▶ **Exercise data**
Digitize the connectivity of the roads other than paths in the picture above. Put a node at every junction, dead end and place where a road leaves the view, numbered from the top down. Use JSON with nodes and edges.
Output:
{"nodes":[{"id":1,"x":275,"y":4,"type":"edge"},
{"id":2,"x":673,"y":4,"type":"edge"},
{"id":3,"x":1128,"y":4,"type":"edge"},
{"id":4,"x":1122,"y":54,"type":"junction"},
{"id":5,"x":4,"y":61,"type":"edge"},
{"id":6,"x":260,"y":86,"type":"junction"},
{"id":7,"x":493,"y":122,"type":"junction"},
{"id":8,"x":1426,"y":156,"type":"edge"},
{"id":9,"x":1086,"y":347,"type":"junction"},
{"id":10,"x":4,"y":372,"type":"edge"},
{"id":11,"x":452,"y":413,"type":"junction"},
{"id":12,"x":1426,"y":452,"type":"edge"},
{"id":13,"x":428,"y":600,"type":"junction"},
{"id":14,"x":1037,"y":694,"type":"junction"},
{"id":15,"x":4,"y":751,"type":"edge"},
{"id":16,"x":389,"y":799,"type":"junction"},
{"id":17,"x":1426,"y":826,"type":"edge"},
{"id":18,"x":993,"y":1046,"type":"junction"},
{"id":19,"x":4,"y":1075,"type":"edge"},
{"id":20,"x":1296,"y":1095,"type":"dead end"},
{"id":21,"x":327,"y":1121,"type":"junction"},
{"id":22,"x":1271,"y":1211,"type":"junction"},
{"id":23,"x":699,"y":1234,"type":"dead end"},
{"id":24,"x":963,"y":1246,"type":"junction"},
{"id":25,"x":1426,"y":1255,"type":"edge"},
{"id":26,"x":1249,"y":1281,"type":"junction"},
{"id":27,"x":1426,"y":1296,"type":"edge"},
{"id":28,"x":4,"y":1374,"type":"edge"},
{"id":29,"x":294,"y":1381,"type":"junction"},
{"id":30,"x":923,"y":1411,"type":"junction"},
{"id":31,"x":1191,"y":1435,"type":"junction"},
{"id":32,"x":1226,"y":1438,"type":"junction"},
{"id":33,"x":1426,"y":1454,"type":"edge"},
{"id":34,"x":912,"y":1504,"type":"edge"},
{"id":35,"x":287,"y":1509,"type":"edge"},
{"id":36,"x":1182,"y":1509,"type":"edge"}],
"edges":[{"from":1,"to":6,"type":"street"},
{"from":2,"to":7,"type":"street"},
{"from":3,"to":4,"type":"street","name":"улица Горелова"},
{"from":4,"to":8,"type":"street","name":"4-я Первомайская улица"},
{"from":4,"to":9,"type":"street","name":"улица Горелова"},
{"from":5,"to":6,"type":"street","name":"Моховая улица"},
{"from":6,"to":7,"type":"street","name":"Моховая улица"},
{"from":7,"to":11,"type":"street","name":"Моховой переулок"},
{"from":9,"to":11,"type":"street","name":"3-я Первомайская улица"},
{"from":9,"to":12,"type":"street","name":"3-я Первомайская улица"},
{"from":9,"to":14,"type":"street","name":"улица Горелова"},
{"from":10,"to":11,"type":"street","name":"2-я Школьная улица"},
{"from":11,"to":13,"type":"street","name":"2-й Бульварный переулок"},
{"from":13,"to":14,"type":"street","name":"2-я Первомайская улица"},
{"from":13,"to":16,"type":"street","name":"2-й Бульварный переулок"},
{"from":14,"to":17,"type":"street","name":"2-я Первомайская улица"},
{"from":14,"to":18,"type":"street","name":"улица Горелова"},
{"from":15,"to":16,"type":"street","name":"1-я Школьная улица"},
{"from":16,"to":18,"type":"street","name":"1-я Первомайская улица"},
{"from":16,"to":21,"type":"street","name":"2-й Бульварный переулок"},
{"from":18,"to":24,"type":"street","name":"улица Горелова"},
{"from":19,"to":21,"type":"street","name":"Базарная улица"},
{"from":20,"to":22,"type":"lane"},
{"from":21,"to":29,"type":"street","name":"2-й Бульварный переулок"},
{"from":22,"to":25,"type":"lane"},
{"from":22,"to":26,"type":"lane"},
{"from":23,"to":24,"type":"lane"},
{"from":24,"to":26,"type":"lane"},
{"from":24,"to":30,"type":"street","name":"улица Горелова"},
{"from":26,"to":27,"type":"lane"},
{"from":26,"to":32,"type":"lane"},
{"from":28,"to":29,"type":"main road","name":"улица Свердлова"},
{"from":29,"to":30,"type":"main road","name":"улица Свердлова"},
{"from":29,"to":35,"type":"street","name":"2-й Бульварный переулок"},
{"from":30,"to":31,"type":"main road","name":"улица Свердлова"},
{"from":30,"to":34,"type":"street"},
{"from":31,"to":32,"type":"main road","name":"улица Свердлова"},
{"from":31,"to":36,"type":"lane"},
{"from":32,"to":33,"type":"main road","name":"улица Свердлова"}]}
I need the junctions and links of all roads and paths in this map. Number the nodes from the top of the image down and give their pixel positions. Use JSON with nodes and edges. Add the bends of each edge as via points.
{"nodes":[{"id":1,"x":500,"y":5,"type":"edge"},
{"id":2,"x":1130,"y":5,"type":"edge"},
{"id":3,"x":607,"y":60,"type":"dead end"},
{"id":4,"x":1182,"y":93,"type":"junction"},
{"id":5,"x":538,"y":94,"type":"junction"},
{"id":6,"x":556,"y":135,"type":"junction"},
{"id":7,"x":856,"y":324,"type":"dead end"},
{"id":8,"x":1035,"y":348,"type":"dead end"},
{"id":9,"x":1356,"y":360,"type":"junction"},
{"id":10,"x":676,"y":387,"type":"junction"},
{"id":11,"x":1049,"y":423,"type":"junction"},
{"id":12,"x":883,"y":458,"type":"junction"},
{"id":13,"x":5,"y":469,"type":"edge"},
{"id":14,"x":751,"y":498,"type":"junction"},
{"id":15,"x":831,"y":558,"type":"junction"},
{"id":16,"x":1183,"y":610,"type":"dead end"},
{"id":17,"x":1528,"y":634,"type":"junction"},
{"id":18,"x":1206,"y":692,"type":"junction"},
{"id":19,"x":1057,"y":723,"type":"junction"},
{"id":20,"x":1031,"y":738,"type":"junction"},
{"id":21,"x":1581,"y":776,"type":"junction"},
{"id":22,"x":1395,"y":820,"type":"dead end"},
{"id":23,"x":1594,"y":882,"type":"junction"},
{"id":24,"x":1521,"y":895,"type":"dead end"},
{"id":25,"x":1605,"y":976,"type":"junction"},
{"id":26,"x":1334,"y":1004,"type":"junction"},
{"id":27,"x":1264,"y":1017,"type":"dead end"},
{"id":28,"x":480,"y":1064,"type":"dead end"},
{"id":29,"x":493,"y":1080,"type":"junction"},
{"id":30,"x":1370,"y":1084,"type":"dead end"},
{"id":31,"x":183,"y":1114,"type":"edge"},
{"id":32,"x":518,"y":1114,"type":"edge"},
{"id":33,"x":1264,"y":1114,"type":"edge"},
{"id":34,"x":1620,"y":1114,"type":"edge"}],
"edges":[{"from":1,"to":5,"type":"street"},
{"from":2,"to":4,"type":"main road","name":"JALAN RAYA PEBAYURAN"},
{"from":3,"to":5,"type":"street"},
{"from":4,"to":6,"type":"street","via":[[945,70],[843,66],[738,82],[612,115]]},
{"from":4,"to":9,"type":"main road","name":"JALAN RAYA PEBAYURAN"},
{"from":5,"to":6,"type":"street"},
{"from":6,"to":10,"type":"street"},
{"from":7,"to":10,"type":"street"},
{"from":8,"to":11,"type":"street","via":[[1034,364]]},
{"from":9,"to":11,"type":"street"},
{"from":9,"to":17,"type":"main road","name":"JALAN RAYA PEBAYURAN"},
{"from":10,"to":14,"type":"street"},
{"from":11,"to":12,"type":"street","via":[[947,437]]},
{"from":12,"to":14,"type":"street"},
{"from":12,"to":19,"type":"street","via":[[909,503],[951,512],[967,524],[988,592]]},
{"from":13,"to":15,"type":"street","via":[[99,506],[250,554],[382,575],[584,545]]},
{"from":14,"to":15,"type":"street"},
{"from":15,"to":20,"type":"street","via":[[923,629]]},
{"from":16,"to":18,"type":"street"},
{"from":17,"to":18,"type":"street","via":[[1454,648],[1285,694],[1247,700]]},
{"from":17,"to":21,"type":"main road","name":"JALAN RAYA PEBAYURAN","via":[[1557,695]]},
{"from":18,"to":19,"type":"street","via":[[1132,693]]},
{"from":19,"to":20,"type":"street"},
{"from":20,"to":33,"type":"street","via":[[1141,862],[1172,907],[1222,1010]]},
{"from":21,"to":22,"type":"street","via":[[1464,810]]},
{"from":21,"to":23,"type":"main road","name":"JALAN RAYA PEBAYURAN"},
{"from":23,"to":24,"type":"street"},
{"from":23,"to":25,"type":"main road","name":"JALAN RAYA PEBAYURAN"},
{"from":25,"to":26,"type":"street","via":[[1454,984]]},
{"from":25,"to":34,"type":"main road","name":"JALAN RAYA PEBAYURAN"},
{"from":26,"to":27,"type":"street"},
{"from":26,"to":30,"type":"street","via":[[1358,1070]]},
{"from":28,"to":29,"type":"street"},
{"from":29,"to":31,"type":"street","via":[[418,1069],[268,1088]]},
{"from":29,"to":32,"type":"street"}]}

▶ **Work instructions**
Only one thing is wanted in reply: the number of lines in the entries that hold the string "Горелова".

▶ **Finished task**
6